March 20, 2019 - 12:00 pm to 1:00 pm
Tim Dobe, Th.D., Sumathi Ramaswamy, Ph.D.
Flyer for the event

Timothy Dobe and Sumathi Ramaswamy will present, compare and discuss several visual images of M.K. Gandhi, each of which embodies important dimensions of Islamic traditions. They will consider, for example, images of Gandhi by the Indian Sufi writer, Khwaja Hasan Nizami from the 1920s, drawn during Gandhi's rise to fame, and by three iconic Muslim artists of modern India, who to are drawn to painting the Mahatma.
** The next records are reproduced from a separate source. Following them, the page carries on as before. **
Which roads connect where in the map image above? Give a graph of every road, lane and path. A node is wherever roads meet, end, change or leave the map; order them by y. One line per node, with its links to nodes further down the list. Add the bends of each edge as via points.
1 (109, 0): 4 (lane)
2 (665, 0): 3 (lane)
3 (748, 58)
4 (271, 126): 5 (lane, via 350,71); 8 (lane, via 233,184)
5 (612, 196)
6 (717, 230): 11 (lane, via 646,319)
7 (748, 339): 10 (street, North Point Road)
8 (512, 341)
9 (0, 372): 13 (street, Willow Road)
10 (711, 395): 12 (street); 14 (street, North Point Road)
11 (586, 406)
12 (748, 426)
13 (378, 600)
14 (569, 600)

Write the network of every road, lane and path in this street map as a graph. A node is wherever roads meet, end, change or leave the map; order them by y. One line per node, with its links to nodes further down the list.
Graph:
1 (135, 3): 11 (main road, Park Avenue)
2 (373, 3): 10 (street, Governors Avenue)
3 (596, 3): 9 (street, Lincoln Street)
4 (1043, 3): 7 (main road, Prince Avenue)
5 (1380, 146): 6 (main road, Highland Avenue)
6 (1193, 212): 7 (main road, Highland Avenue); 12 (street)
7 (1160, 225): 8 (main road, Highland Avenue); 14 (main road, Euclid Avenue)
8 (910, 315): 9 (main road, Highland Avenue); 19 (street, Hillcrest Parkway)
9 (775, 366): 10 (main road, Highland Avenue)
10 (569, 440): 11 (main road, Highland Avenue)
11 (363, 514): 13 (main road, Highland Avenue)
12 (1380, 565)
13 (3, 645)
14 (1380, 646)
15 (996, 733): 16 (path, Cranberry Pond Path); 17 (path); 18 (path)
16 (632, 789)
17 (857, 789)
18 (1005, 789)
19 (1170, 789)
This interdisciplinary conversation will draw on material religious studies and the historiography of visual culture.

Timothy S. Dobe is Associate Professor of  Religious Studies at Grinnell College and currently a Visiting Fellow at DISC.  His work focuses on South Asian ascetic traditions and holy men, colonial history and postcolonial studies, and theory in the study of religion, particularly comparative, performance and material religion studies.  His recent book Hindu Christian Faqir: Modern Monks, Global Christianity and Indian Sainthood (2015) historicizes the category of sainthood in colonial Punjab through a comparative study of the Christian sadhu Sundar Singh and the neo-Vedantin swami Rama Tirtha.  His next major project draws on recent religious studies models for understanding religiously plural contexts and applies them to M. K. Gandhi, arguing for the importance of local and lived Islamic traditions in the Mahatma’s South African and Indian contexts and contemporary transnational, activist communities.

Sumathi Ramaswamy is James B. Duke Professor of History and International Comparative Studies at Duke University and Co-Director of Duke’s India Initiative, and President of the American Institute of Indian Studies (2018- 2022).  She has published extensively on language politics, gender studies, spatial studies and the history of cartography, visual studies and the modern history of art, and more recently, digital humanities and the history of philanthropy. Her most recent monograph is titled Terrestrial Lessons: The Conquest of the World as Globe (University of Chicago Press, 2017). She is the winner of numerous scholarly awards including from the John Simon Guggenheim Foundation and the American Council of Learned Societies, and the Alexander von Humboldt Foundation in Germany.  She is currently working on a book on the shifting contours of educational philanthropy in colonial and modern India, and on a collaborative digital humanities project titled “No Parallel?  The Fatherly Bodies of Gandhi and Mao.”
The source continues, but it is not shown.